### TASK OBJECTIVE
Leave out the lines before the one with "Trace the roads"; output that line and all remaining lines of the records exactly.

* * * *

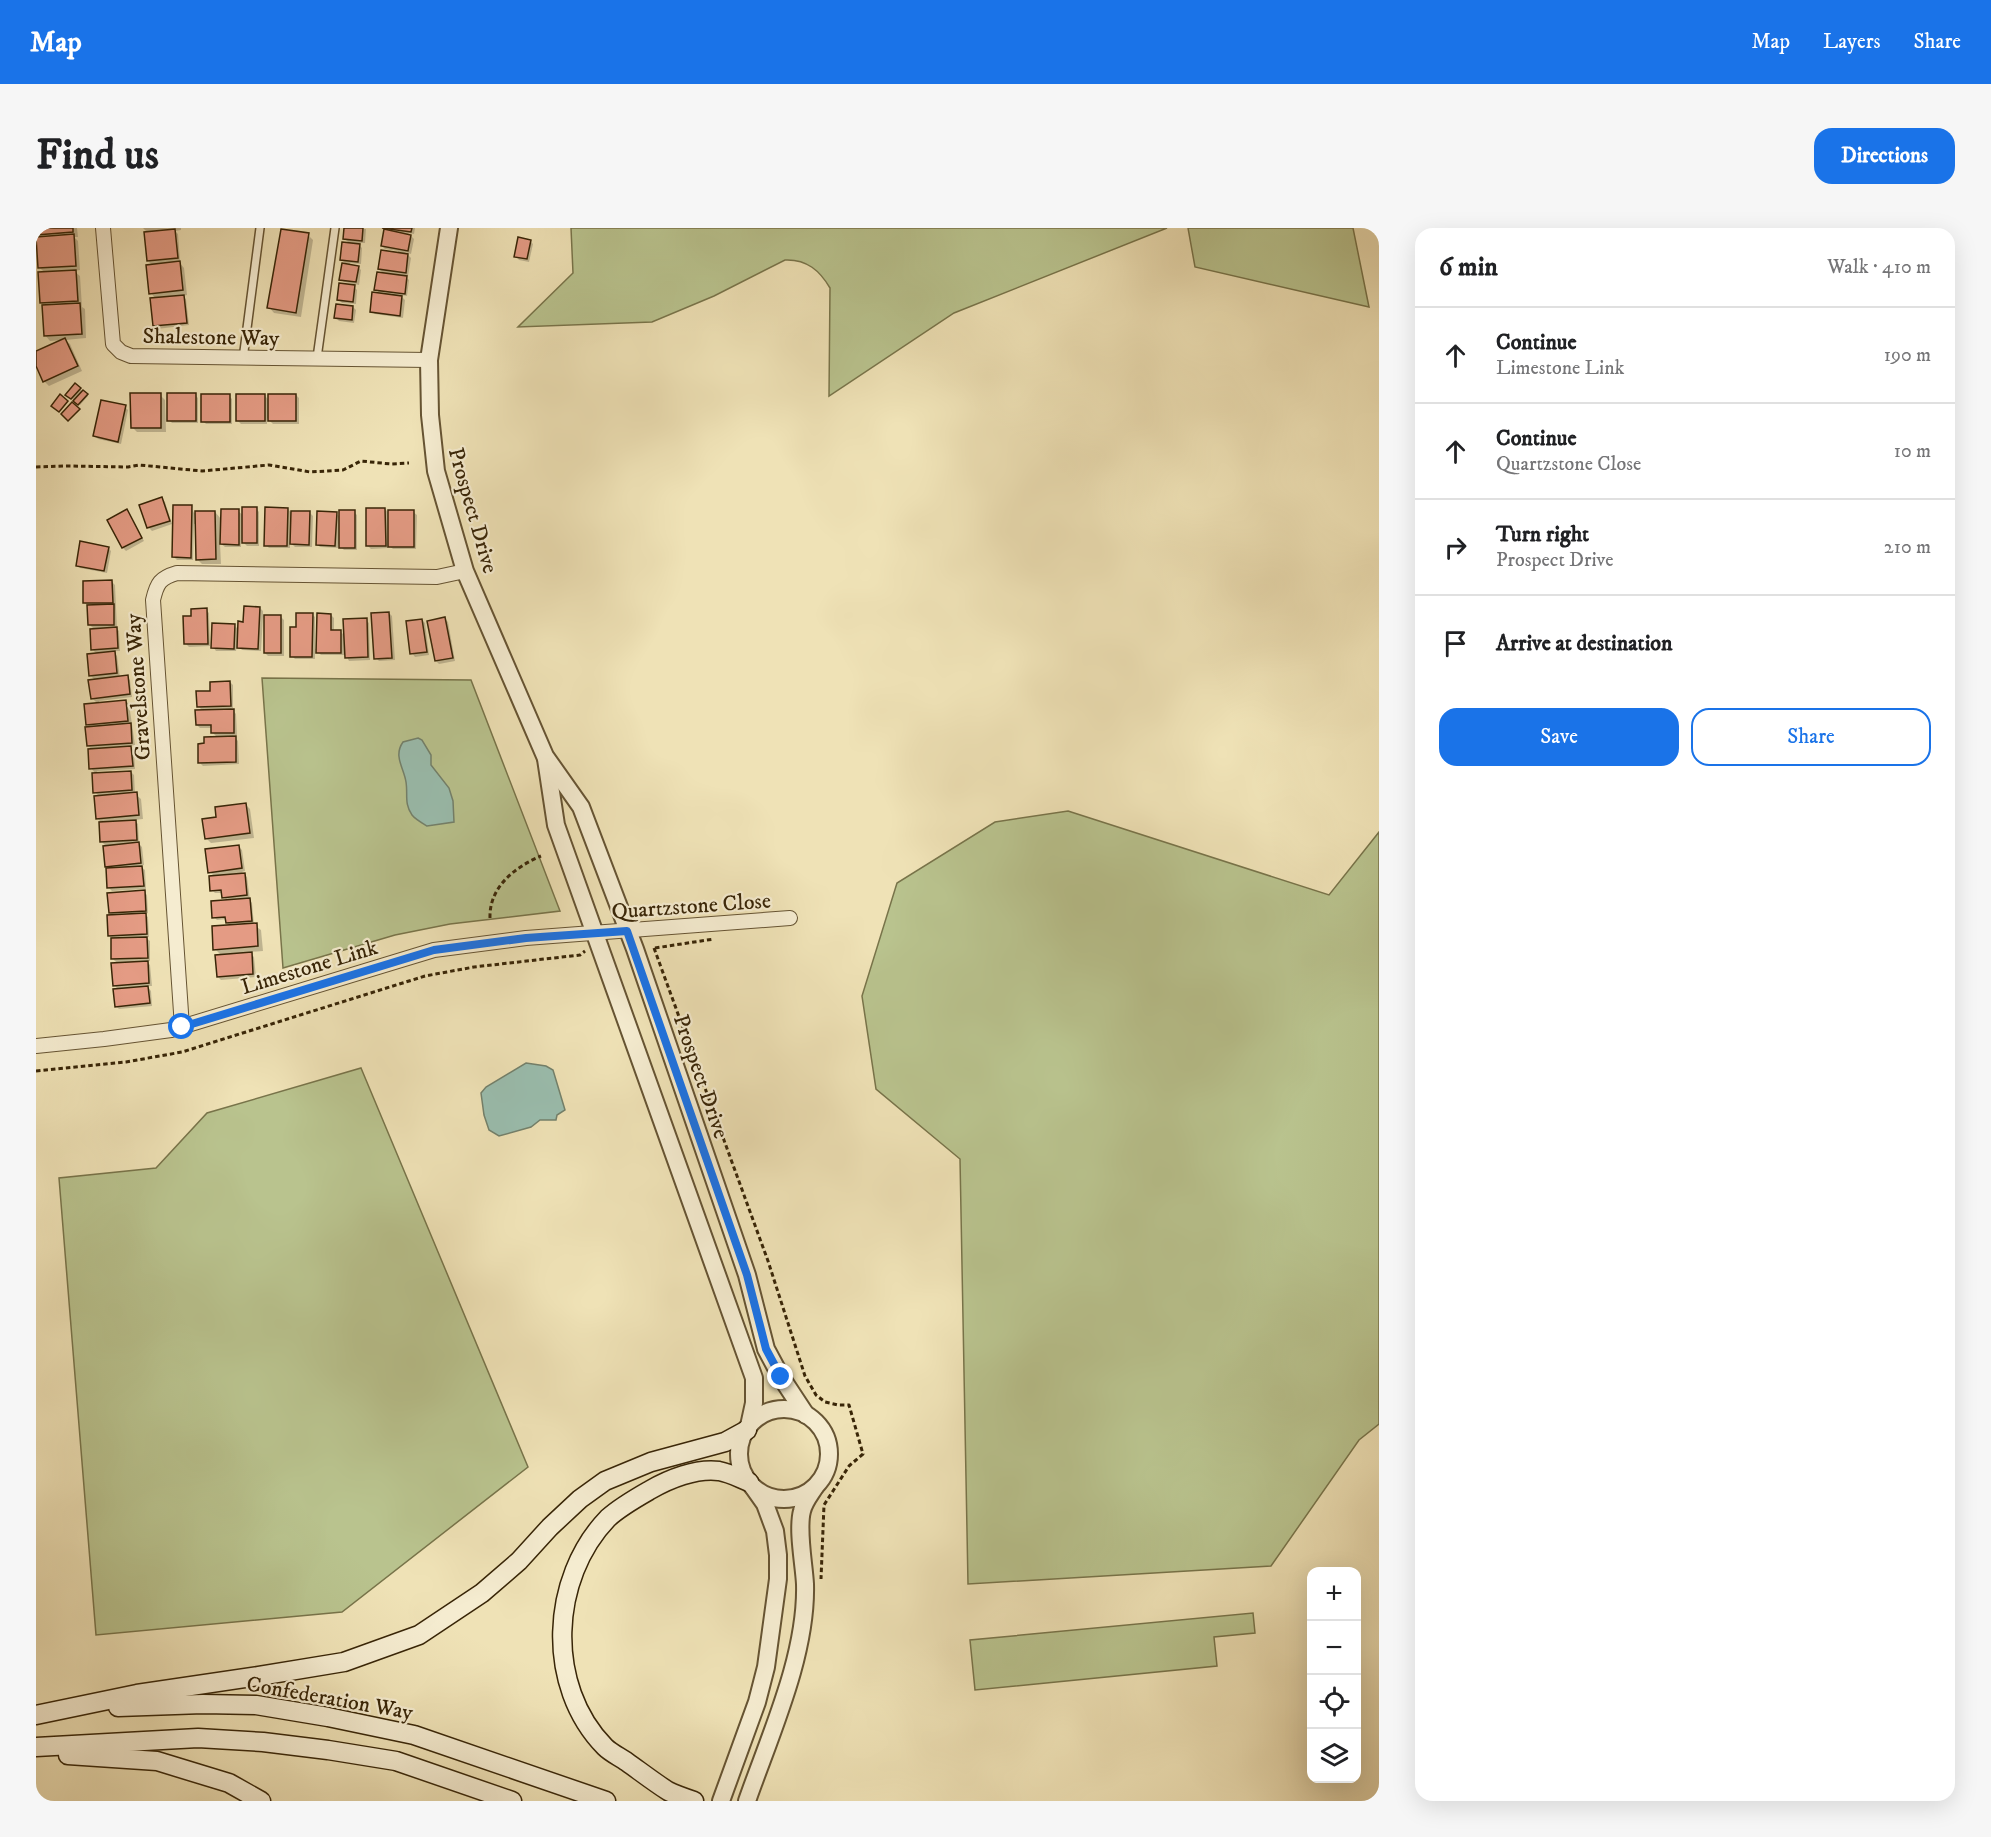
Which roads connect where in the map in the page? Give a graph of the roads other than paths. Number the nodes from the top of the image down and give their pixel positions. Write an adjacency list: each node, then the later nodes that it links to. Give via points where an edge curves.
1 (103, 228): 5 (street, Shalestone Way, via 113,344 131,356)
2 (260, 228): 5 (lane)
3 (335, 228): 6 (lane)
4 (449, 228): 7 (street, Prospect Drive)
5 (243, 358): 6 (street, Shalestone Way)
6 (317, 358): 7 (street, Shalestone Way)
7 (429, 360): 8 (street, Prospect Drive, via 436,471)
8 (465, 571): 9 (street, Prospect Drive); 13 (street, Gravelstone Way, via 437,577 177,573 159,582 153,600)
9 (545, 756): 11 (street, Prospect Drive, via 581,807); 12 (street, Prospect Drive, via 556,825)
10 (790, 918): 11 (street, Quartzstone Close)
11 (627, 931): 12 (street, Quartzstone Close); 15 (street, Prospect Drive, via 747,1275 766,1349)
12 (596, 933): 13 (street, Limestone Link, via 434,950); 16 (street, Prospect Drive, via 754,1378)
13 (182, 1027): 14 (street, Limestone Link)
14 (36, 1046)
15 (806, 1415): 16 (street, via 784,1409 771,1411); 18 (street, via 819,1425 829,1450 829,1463)
16 (748, 1428): 17 (street, via 739,1450 740,1464); 19 (main road, via 725,1442 651,1462 605,1481 580,1499 482,1593 419,1635 344,1662 137,1694)
17 (751, 1484): 18 (street, via 764,1495 777,1499 804,1495); 25 (main road, via 721,1471 698,1472 635,1498 609,1518 586,1546 572,1576 564,1609 564,1664 570,1689 585,1720 605,1747 669,1791); 26 (street, via 765,1504 775,1531 778,1579 766,1667)
18 (815, 1487): 27 (street, via 801,1512 805,1586 800,1641)
19 (36, 1715): 24 (main road, Confederation Way, via 128,1706 256,1705 414,1735)
20 (36, 1747): 23 (main road, via 198,1738 263,1742 396,1761)
21 (36, 1752): 22 (main road, via 157,1761 229,1783)
22 (261, 1801)
23 (512, 1801)
24 (606, 1801)
25 (694, 1801)
26 (722, 1801)
27 (747, 1801)

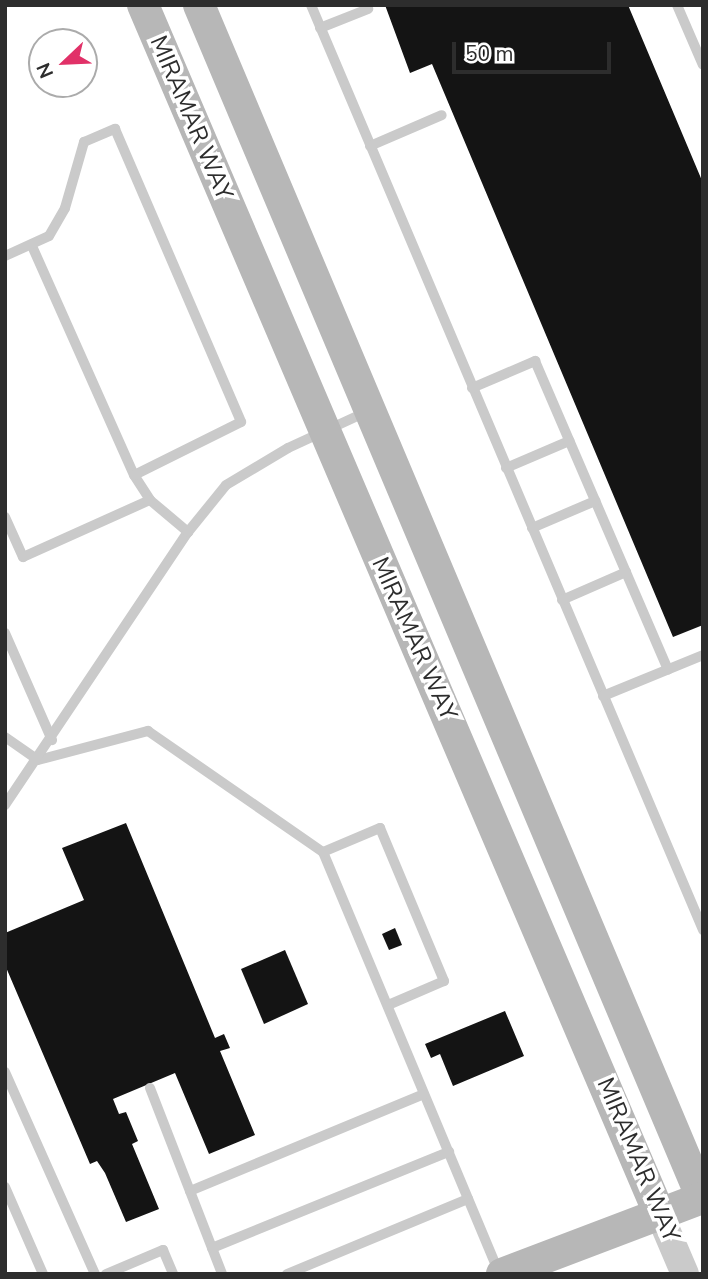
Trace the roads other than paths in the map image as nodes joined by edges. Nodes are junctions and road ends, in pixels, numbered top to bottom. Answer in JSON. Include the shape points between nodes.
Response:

* * * *

### SOLUTION
Trace the roads other than paths in the map image as nodes joined by edges. Nodes are junctions and road ends, in pixels, numbered top to bottom. Answer in JSON. Include the shape points between nodes.
Response:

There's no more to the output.